# Thread: reducible polynomial x^p+a in Zp

1. ## reducible polynomial x^p+a in Zp

Let p be a prime and a be an element of Zp. Show that x^p+a is reducible in Zp[x]

im not sure if this is the best way to approach the question but
as x^p+a is reducible there must be a factor
therefore x^p+a=0
and x^p=-a for some x

would it then suffice to say that as Zp contains a primitive root,
hence there exists an element of Zp congruent to -a, and therefore there is a root in Zp? This doesn't seem like a very good solid solution

2. Originally Posted by i_never_noticed
Let p be a prime and a be an element of Zp. Show that x^p+a is reducible in Zp[x]
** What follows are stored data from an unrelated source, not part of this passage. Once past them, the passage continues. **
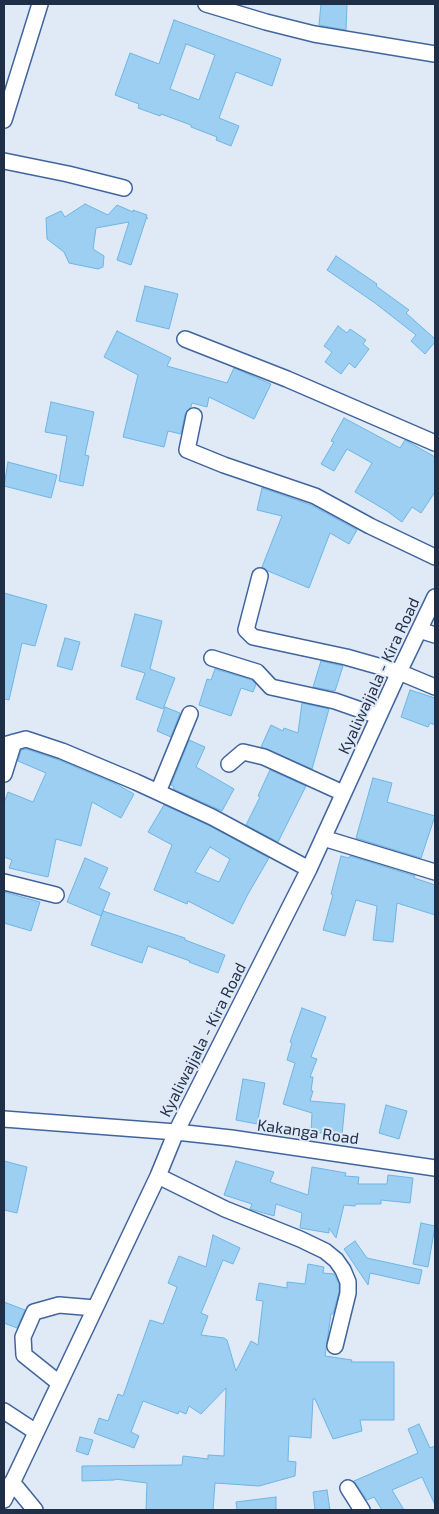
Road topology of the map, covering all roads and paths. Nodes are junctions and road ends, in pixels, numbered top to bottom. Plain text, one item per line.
1 (40, 4) edge
2 (206, 4) edge
3 (435, 54) edge
4 (4, 120) edge
5 (4, 161) edge
6 (124, 188) dead end
7 (185, 339) dead end
8 (194, 416) dead end
9 (435, 443) edge
10 (435, 557) edge
11 (260, 576) dead end
12 (435, 597) edge
13 (420, 630) junction
14 (435, 635) edge
15 (212, 658) dead end
16 (399, 672) junction
17 (435, 687) edge
18 (190, 714) dead end
19 (378, 716) junction
20 (9, 743) edge
21 (230, 764) dead end
22 (4, 774) edge
23 (158, 792) junction
24 (343, 793) junction
25 (323, 838) junction
26 (309, 869) junction
27 (435, 872) edge
28 (4, 882) edge
29 (56, 895) dead end
30 (6, 1124) edge
31 (176, 1132) junction
32 (435, 1168) edge
33 (158, 1176) junction
34 (95, 1308) junction
35 (335, 1346) dead end
36 (59, 1383) junction
37 (4, 1411) edge
38 (36, 1432) junction
39 (12, 1482) junction
40 (348, 1488) dead end
41 (4, 1500) edge
42 (34, 1510) edge
43 (362, 1510) edge

1 - 4 street
2 - 3 street
5 - 6 street
7 - 9 street
8 - 10 street
11 - 16 street
12 - 13 street, Kyaliwajjala - Kira Road
13 - 14 street
13 - 16 street, Kyaliwajjala - Kira Road
15 - 19 street
16 - 17 street
16 - 19 street, Kyaliwajjala - Kira Road
18 - 23 street
19 - 24 street, Kyaliwajjala - Kira Road
20 - 22 street
20 - 23 street
21 - 24 street
23 - 26 street
24 - 25 street, Kyaliwajjala - Kira Road
25 - 26 street, Kyaliwajjala - Kira Road
25 - 27 street
26 - 31 street, Kyaliwajjala - Kira Road
28 - 29 street
30 - 31 street, Kakanga Road
31 - 32 street, Kakanga Road
31 - 33 street, Kyaliwajjala - Kira Road
33 - 34 street, Kyaliwajjala - Kira Road
33 - 35 street
34 - 36 street, Kyaliwajjala - Kira Road
34 - 36 street
36 - 38 street, Kyaliwajjala - Kira Road
37 - 38 street
38 - 39 street, Kyaliwajjala - Kira Road
39 - 41 street, Kyaliwajjala - Kira Road
39 - 42 street
40 - 43 street

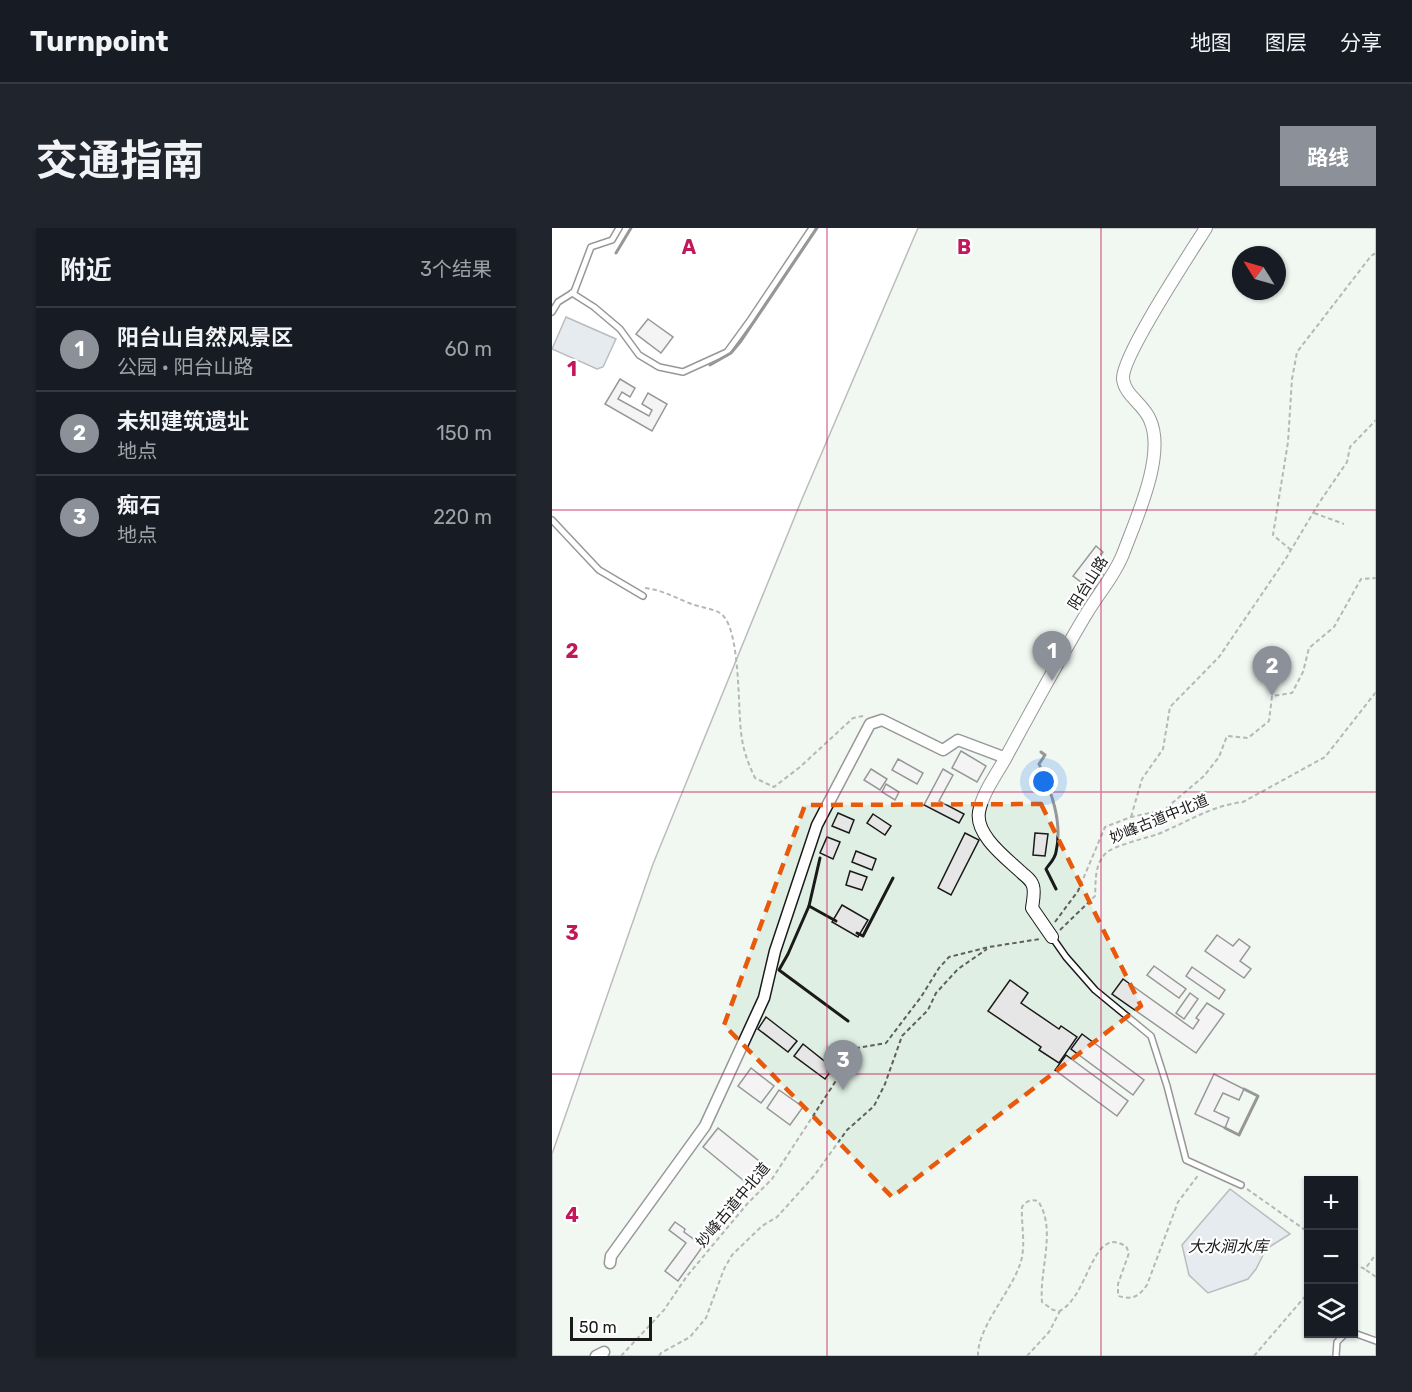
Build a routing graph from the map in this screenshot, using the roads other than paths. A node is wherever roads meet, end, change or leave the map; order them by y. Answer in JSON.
{"nodes":[{"id":1,"x":619,"y":228,"type":"edge"},
{"id":2,"x":812,"y":228,"type":"edge"},
{"id":3,"x":1206,"y":228,"type":"edge"},
{"id":4,"x":572,"y":293,"type":"junction"},
{"id":5,"x":552,"y":312,"type":"edge"},
{"id":6,"x":552,"y":520,"type":"edge"},
{"id":7,"x":644,"y":596,"type":"dead end"},
{"id":8,"x":1006,"y":758,"type":"junction"},
{"id":9,"x":1050,"y":933,"type":"joint"},
{"id":10,"x":1241,"y":1185,"type":"road end"},
{"id":11,"x":610,"y":1263,"type":"dead end"},
{"id":12,"x":1358,"y":1335,"type":"edge"},
{"id":13,"x":1341,"y":1338,"type":"edge"},
{"id":14,"x":1376,"y":1341,"type":"edge"},
{"id":15,"x":1336,"y":1356,"type":"edge"}],
"edges":[{"from":1,"to":4,"type":"lane"},
{"from":2,"to":4,"type":"lane"},
{"from":3,"to":8,"type":"street","name":"阳台山路"},
{"from":4,"to":5,"type":"lane"},
{"from":6,"to":7,"type":"lane"},
{"from":8,"to":9,"type":"street","name":"阳台山路"},
{"from":8,"to":11,"type":"street"},
{"from":9,"to":10,"type":"lane"},
{"from":12,"to":14,"type":"lane"},
{"from":13,"to":15,"type":"lane"}]}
im not sure if this is the best way to approach the question but
as x^p+a is reducible there must be a factor
therefore x^p+a=0
and x^p=-a for some x

would it then suffice to say that as Zp contains a primitive root,
hence there exists an element of Zp congruent to -a, and therefore there is a root in Zp? This doesn't seem like a very good solid solution

It really isn't. Try to show the following:

=== The map $a\to a^p$ in $\mathbb{Z}/p\mathbb{Z}$ is a bijection (in particular it is onto) ===